● **Task requirements**: Each line in the entries below that holds the string "FORSYTH" is to be listed.

(Dataset entries)
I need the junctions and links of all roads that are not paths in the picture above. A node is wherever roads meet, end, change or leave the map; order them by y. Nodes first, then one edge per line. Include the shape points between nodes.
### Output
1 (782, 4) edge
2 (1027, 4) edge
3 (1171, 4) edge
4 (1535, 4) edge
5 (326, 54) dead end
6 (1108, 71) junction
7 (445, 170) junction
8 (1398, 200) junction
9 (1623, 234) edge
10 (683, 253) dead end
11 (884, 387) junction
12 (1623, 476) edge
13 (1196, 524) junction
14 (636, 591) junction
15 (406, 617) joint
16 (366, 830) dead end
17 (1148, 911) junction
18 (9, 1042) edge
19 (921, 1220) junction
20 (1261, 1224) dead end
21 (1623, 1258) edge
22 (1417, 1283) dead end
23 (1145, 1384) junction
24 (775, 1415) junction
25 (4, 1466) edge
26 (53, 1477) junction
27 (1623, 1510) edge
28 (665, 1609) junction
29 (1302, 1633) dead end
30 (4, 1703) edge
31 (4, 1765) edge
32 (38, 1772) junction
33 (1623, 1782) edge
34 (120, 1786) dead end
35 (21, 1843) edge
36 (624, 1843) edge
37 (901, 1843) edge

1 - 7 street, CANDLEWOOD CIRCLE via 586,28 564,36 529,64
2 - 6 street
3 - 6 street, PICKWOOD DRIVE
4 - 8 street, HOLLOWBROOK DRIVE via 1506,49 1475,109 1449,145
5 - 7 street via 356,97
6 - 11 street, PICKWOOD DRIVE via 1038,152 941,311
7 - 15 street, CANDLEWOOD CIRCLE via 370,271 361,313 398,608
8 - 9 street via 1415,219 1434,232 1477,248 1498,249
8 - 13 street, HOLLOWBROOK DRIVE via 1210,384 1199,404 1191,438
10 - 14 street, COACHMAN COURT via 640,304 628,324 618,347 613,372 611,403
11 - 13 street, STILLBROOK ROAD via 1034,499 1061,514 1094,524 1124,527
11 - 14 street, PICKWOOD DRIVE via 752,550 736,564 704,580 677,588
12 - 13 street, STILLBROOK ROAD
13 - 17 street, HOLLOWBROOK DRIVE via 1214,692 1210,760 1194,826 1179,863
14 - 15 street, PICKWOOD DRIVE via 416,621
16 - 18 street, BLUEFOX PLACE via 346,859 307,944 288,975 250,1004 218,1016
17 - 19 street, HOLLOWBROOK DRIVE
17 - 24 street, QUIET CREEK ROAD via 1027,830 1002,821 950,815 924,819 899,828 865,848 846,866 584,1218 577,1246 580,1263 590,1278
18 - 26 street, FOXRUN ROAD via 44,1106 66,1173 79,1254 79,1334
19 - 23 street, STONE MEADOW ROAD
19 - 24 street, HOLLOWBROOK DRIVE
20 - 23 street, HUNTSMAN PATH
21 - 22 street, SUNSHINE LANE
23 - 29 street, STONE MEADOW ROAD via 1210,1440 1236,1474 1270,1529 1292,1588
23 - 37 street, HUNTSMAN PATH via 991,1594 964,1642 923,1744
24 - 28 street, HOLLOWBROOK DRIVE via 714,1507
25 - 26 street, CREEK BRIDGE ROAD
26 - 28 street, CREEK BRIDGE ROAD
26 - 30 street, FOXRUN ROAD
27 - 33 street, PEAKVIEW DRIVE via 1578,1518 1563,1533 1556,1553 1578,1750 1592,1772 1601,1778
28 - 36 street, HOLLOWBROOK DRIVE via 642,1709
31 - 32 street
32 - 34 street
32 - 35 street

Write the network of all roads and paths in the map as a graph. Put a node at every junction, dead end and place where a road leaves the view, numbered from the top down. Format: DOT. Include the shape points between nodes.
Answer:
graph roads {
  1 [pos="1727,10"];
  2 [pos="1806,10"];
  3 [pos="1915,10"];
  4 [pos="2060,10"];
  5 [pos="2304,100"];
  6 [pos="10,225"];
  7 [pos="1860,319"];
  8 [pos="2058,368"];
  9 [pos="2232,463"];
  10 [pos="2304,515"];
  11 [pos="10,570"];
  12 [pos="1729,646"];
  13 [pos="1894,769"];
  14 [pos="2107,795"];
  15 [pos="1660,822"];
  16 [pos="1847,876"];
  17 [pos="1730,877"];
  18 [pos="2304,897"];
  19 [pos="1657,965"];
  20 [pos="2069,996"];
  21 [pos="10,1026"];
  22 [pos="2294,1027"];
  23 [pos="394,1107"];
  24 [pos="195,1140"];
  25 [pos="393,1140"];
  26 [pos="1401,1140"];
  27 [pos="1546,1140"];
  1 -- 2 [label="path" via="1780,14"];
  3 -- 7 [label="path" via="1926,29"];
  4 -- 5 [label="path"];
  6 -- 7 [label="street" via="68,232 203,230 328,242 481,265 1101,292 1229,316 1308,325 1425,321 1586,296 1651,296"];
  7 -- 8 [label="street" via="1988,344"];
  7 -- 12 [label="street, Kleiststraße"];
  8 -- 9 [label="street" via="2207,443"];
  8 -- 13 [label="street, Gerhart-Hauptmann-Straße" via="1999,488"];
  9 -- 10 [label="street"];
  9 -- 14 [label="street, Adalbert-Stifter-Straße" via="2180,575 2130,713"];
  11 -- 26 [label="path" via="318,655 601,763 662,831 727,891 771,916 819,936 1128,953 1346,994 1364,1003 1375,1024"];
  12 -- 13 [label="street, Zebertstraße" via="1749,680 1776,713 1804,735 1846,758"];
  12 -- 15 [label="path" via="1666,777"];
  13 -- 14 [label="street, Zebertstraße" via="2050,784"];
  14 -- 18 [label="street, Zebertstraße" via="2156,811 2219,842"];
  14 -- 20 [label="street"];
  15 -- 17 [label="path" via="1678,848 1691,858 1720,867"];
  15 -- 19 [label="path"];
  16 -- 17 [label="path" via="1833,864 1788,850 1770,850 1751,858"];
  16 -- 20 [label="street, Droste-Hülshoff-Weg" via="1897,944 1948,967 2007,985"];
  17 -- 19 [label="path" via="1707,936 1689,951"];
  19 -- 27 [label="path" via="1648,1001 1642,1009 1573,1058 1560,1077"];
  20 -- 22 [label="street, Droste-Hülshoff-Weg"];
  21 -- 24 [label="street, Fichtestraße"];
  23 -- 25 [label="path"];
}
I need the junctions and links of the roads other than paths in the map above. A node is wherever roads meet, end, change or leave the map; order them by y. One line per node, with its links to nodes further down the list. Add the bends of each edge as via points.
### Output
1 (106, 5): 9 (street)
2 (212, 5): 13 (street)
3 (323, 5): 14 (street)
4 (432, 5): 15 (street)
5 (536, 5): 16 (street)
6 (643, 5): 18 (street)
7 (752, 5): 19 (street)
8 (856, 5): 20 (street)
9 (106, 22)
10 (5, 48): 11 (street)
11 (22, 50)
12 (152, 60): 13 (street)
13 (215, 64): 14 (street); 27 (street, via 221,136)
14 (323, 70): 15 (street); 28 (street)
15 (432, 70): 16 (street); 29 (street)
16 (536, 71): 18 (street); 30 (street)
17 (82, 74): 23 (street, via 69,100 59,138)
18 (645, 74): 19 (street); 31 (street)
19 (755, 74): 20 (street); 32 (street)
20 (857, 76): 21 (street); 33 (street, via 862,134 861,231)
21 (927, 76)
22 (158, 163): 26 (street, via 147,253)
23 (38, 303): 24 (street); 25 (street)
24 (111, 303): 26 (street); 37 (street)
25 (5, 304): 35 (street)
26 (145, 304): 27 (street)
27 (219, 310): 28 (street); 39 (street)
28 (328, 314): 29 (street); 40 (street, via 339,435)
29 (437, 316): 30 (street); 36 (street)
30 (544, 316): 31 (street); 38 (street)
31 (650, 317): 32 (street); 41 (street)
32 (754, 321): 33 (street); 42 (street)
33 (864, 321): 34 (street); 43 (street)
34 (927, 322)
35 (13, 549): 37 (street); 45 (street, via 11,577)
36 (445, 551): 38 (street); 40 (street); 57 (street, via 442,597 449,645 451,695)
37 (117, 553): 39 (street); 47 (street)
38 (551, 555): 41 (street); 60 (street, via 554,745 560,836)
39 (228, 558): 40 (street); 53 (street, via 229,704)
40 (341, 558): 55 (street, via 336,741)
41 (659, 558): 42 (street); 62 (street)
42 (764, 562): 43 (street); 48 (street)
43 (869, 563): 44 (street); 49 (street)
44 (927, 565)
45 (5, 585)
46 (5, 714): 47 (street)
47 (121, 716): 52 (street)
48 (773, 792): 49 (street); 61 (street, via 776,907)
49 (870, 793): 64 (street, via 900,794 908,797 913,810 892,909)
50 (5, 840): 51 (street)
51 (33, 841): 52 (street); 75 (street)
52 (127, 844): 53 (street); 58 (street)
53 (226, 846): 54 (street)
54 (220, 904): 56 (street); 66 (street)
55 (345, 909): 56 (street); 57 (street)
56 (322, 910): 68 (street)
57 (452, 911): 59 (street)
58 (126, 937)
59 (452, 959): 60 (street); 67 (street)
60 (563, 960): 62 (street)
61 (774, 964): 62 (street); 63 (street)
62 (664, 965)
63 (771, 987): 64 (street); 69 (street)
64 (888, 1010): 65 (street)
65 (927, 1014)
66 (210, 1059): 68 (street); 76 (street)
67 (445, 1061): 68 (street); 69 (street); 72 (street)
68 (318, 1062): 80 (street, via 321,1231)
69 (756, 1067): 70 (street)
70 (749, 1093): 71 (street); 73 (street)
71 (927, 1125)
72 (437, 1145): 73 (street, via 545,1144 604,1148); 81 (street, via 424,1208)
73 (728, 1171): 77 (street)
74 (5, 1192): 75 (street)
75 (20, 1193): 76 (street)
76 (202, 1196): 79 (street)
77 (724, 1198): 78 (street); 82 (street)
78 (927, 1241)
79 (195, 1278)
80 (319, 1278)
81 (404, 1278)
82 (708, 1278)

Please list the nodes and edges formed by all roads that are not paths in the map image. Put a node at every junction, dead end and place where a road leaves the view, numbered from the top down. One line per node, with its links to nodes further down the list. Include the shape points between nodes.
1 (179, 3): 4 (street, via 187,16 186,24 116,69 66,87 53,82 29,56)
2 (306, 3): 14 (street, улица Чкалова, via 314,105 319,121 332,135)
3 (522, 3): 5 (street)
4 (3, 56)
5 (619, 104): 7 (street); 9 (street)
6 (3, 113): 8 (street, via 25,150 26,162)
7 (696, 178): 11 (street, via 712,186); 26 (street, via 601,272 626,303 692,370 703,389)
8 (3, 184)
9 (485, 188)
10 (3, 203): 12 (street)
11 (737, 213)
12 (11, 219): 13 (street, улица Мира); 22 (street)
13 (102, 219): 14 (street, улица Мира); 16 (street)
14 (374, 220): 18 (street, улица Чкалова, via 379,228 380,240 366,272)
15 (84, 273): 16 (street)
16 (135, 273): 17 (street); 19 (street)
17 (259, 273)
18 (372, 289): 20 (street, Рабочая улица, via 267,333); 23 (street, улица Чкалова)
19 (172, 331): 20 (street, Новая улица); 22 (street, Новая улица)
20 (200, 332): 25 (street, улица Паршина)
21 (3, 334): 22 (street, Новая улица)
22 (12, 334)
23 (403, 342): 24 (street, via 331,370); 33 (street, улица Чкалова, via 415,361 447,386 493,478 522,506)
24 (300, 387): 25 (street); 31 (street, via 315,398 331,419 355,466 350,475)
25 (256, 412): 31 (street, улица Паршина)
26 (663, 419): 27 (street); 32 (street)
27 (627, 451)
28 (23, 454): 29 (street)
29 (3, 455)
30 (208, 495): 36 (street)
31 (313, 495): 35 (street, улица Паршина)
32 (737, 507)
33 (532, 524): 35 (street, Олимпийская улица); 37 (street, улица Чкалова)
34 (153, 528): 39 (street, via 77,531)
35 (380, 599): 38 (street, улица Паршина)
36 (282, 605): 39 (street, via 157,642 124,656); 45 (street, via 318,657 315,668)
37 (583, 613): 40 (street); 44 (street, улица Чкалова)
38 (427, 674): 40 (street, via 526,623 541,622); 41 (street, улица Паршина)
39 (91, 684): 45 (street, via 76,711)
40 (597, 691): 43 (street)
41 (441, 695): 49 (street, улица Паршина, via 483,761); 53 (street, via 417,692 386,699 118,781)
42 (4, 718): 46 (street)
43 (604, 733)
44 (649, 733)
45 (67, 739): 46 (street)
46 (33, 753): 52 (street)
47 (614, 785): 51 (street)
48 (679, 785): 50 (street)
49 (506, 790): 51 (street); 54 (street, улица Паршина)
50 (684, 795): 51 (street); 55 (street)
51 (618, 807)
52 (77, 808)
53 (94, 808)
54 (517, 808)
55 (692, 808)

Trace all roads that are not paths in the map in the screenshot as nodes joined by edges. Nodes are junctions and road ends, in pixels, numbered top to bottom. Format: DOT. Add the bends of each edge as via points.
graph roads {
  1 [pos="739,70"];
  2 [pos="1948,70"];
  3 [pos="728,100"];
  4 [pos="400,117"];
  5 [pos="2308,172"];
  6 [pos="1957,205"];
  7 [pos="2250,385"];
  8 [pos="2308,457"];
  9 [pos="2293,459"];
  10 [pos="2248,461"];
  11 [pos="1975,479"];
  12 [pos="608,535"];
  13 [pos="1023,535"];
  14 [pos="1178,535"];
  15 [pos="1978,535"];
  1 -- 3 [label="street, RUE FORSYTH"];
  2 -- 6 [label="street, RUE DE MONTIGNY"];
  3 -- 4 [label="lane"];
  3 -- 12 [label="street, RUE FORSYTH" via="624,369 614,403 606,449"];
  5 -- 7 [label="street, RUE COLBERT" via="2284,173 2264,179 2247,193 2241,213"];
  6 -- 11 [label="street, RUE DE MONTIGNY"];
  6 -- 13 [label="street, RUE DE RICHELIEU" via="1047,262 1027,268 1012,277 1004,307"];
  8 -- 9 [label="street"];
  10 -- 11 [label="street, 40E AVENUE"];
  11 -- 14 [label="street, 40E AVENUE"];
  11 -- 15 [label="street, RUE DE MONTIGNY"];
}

● **Exercise result**:
  1 -- 3 [label="street, RUE FORSYTH"];
  3 -- 12 [label="street, RUE FORSYTH" via="624,369 614,403 606,449"];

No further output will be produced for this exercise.